The company is far from the first to outsource like this. Disney, Toys R Us, universities and other utilities like Southern California Edison have done it.

"When this was happening 10 years ago, it wasn't as blatant," says Paul Almeida, with the union federation AFL-CIO. "But it's gone on for so long, and it's become part of the business model."

He says the H-1B visa has become, unfortunately, a critical part of this outsourcing business model. Multinational contractors like Tata Consultancy get thousands of H-1B visas for their workers. This visa is intended for high-skilled employees who can't be found in the U.S. — not people doing standard IT work.

Almeida says outsourcers such as Tata are misusing the system and undercutting U.S. workers.

"Where does it end?" he asked. "We told our kids for years to go to school and get jobs in tech, and now there's nothing for them."

Tata Consultancy did not return a request for comment.

For years, lawmakers in Washington have tried and failed to reform the H-1B system. It's contentious. On one side are labor advocates like Almeida. On the other are tech companies like Google and Facebook that say they can't get enough visas for top foreign talent.

There's a cap on the number of H-1Bs issued every year and a random lottery to award them.
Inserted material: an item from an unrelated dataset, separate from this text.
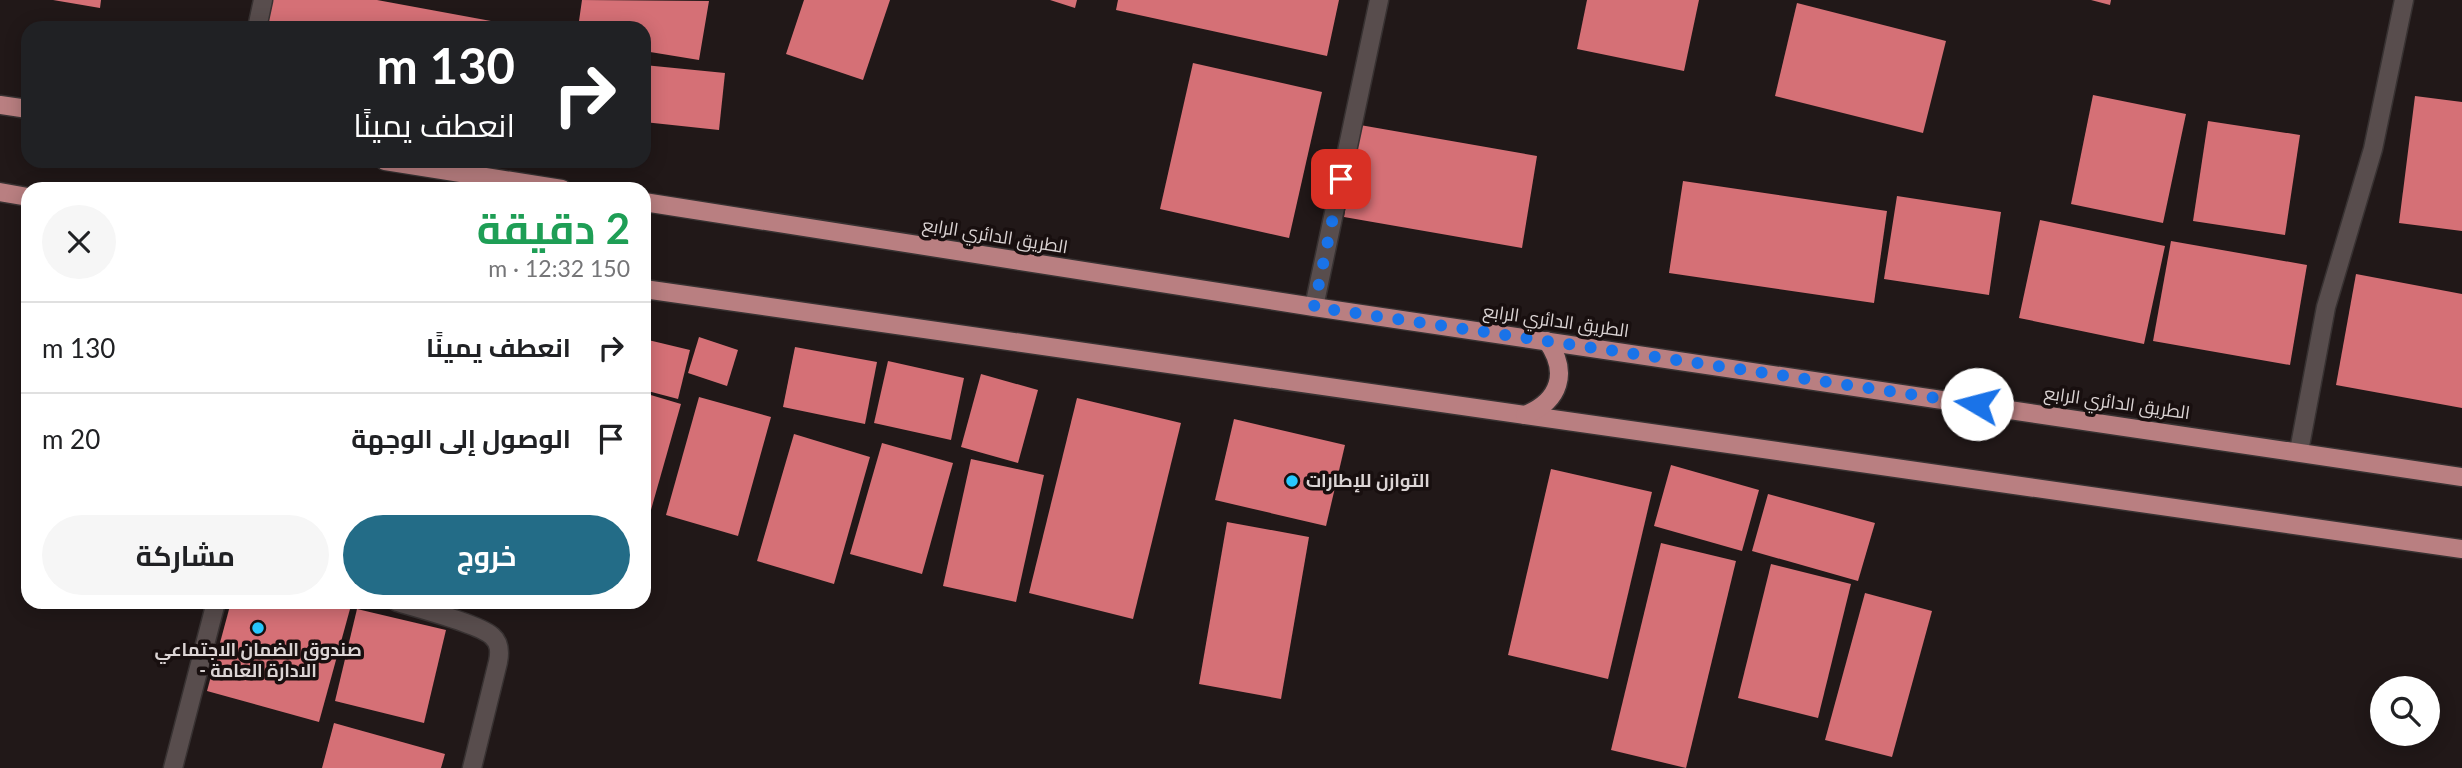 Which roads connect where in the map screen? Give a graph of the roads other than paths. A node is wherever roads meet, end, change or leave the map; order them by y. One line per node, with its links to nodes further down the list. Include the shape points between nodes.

This means sometimes foreign graduates from top U.S. universities, places like the Massachusetts Institute of Technology and the University of California, Berkeley, can't get one.

Gali Gordon, an immigration lawyer in San Francisco, recalls a client of hers who repeatedly lost the lottery.

"We filed three years in a row for him," she says. "He was unsuccessful, and he eventually went back to Europe and started a company, and to my knowledge, he's there."

There are currently three H-1B reform bills in Congress, some of which are more friendly to concerns of the tech industry and others to those of labor advocates.

In addition to these bills, a draft executive order from the White House has been leaked to the media. The order is vague, but it suggests the Trump administration could make major changes to the H-1B and a number of other visas.

Gordon says the executive order is adding a layer of chaos to the whole issue.

"It is crazy right now," she says. "People are scared, companies are worried, there's a lot of uncertainty, and companies are thinking about backup plans."

At PG&E, the IT workers training their replacements are thinking of backup plans of their own.

They will be out of jobs in the next few months.